Ona caly czas zawala akcje... Nie ma tez zadnych umiejetnosci ktore przyczynilyby sie do sukcesu napadu.
Zaczne dazyc wieksza sympatia Niemcy, odkad Berlin jest w serialu :D
Ja też jej nie lubię i to właśnie mnie najbardziej wkurza, niedobrze ogląda się film, w którym nie lubi się narratora.
Też mnie wkurza, najbardziej to jak usilnie chce być sexy w tym wszystkim i że w tych jej napadach wściekłości zachowuje się jak zepsuty jedynak
cała jej otoczka jest irytująca, buntowniczka, która musi postawić na swoim. Typowa feministyczna narracja, która idealnie pasuje do lewicowego rządu Hiszpanii. Zabawna sprawa, że Berlin ma być ukazany tutaj jako "zły mężczyzna", a okazuje się, że zdobywa największą sympatie publiczności
Ja nie wyczułam w niej nic z feministki. Już bardziej Nairobi, która potrafi sobie radzić bez faceta i jej scena z wprowadzeniem matriarchatu pasuje, jeśli chcesz szukać feministycznych wątków. A co do Tokio, tez mnie irytuje i byłam na nią strasznie wkurzona, kiedy Moskwa został postrzelony.

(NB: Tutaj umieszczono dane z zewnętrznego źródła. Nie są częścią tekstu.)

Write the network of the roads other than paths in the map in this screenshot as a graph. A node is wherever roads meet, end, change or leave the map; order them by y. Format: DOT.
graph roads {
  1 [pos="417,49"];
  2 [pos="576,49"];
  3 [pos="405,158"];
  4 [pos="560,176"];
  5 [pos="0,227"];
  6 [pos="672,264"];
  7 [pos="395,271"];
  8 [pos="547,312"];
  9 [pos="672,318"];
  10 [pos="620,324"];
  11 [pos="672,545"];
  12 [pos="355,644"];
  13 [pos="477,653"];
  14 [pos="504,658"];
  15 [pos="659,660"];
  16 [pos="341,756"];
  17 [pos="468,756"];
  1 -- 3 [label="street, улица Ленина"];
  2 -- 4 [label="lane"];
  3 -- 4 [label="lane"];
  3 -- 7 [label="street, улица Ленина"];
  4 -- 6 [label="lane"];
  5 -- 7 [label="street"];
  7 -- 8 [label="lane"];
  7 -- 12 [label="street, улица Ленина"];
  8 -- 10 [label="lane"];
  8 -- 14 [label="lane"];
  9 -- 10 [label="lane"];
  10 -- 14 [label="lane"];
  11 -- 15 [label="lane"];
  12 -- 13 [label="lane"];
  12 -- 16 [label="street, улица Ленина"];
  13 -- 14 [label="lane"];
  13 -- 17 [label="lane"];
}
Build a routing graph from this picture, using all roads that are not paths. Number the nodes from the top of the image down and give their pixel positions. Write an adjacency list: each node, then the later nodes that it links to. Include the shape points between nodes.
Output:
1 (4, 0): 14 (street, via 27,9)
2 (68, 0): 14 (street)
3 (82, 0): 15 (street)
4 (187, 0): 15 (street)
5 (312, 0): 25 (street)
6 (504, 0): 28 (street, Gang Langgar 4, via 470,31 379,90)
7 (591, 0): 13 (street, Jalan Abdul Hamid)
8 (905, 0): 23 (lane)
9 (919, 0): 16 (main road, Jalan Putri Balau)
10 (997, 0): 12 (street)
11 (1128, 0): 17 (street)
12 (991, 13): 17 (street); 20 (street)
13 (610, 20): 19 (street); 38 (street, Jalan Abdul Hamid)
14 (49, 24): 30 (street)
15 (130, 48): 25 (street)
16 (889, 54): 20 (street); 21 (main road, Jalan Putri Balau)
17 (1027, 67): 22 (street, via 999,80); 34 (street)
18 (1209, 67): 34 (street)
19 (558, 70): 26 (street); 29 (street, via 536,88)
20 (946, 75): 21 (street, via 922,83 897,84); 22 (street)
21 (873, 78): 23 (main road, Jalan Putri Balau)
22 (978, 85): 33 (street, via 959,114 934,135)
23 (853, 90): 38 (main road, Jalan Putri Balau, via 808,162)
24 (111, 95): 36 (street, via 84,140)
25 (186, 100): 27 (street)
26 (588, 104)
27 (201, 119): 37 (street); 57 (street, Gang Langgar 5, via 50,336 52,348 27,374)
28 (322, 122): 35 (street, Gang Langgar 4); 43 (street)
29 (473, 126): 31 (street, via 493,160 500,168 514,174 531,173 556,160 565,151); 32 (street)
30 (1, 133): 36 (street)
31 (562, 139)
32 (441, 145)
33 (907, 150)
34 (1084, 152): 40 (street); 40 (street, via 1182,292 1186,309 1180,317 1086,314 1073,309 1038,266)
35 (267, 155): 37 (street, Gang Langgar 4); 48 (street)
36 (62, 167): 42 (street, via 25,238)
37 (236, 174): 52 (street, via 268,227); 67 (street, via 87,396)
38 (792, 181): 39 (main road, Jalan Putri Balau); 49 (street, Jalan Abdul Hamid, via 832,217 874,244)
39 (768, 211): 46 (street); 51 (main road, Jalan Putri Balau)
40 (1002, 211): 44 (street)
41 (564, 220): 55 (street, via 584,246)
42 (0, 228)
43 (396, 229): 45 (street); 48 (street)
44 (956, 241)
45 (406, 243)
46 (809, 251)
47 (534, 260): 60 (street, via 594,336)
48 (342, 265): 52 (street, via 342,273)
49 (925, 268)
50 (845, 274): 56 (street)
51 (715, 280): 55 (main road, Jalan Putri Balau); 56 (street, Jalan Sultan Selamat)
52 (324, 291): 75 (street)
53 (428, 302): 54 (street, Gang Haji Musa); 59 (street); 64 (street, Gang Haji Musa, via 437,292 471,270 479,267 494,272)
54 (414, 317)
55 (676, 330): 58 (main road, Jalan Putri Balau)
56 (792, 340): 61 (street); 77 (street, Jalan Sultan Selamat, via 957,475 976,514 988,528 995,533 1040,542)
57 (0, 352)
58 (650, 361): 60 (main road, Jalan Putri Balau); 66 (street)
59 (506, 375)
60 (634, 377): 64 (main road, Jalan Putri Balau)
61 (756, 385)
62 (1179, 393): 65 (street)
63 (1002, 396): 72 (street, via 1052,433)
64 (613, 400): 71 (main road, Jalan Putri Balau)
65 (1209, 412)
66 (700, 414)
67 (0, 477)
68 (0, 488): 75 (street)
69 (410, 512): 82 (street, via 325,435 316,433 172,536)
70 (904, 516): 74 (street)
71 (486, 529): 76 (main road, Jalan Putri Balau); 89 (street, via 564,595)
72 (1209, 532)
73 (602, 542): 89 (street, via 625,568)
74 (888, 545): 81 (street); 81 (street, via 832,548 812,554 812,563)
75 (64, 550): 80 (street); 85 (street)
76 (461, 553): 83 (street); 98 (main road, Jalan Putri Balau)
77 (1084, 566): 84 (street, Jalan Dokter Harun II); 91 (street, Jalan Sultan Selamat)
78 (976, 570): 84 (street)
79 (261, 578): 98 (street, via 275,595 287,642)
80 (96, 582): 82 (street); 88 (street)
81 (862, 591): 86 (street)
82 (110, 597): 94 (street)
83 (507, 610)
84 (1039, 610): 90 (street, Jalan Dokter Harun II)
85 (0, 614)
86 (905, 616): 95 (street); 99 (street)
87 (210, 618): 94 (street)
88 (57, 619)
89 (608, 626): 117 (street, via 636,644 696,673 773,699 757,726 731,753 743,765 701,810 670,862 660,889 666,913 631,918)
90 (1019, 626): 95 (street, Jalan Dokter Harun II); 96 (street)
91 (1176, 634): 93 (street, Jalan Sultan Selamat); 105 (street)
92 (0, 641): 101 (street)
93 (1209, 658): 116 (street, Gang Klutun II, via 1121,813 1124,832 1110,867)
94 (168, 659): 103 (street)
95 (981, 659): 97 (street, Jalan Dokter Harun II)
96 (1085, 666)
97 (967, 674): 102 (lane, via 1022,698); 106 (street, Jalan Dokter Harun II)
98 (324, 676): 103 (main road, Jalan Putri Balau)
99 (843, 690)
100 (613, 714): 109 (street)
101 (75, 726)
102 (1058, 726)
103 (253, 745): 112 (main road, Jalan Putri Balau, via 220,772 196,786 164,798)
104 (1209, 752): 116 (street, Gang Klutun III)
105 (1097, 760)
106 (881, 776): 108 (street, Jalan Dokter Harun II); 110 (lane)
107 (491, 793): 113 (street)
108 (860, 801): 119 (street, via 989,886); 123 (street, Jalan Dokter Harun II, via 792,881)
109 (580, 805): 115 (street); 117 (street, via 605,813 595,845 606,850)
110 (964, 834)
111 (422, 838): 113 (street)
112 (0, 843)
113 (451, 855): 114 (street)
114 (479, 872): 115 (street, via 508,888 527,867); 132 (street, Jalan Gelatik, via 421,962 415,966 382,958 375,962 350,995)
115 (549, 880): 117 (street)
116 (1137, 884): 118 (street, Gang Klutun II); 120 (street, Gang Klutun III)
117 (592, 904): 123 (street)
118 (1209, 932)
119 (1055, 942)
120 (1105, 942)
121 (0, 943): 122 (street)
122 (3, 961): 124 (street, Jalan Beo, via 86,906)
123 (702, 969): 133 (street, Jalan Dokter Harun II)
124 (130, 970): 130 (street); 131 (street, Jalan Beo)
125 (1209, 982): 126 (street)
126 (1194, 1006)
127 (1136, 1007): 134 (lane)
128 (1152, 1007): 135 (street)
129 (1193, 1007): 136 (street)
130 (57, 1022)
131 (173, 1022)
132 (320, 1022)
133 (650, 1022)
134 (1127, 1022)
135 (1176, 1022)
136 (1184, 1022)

ja jej bardzo nie lubię, Tokyo to najbardziej irytująca i nierozgarnięta osoba w serialu
Tokio jest zbyt impulsywna, narwana, mająca się za lepszą od innych. Do tego totalna hipokryzja, na samym początku nawalała we wszystkim, psuła plany,ale przecież nic się nie stało Ale jak Berlin złamał zasadę to zachowywala się identycznie jak on.
Z sezonu na sezon wkurza mnie coraz bardziej. Ale wydaje mi się, że to bardziej kwestia braku umiejętności aktorskich, niż kiepsko napisanej postaci. Chociaż to w sumie jedno i drugie. ;)
A ja najbardziej lubię Tokio. Jest mega walnięta i zdolna do wszystkiego. W kolejnych seriach jeszcze mega sexyowna
Mnie też wkurza. Berlin może jest dyskiem, ale przynajmniej zgodnie z planem. A Tokyo wszystko partaczy i jest irytująca.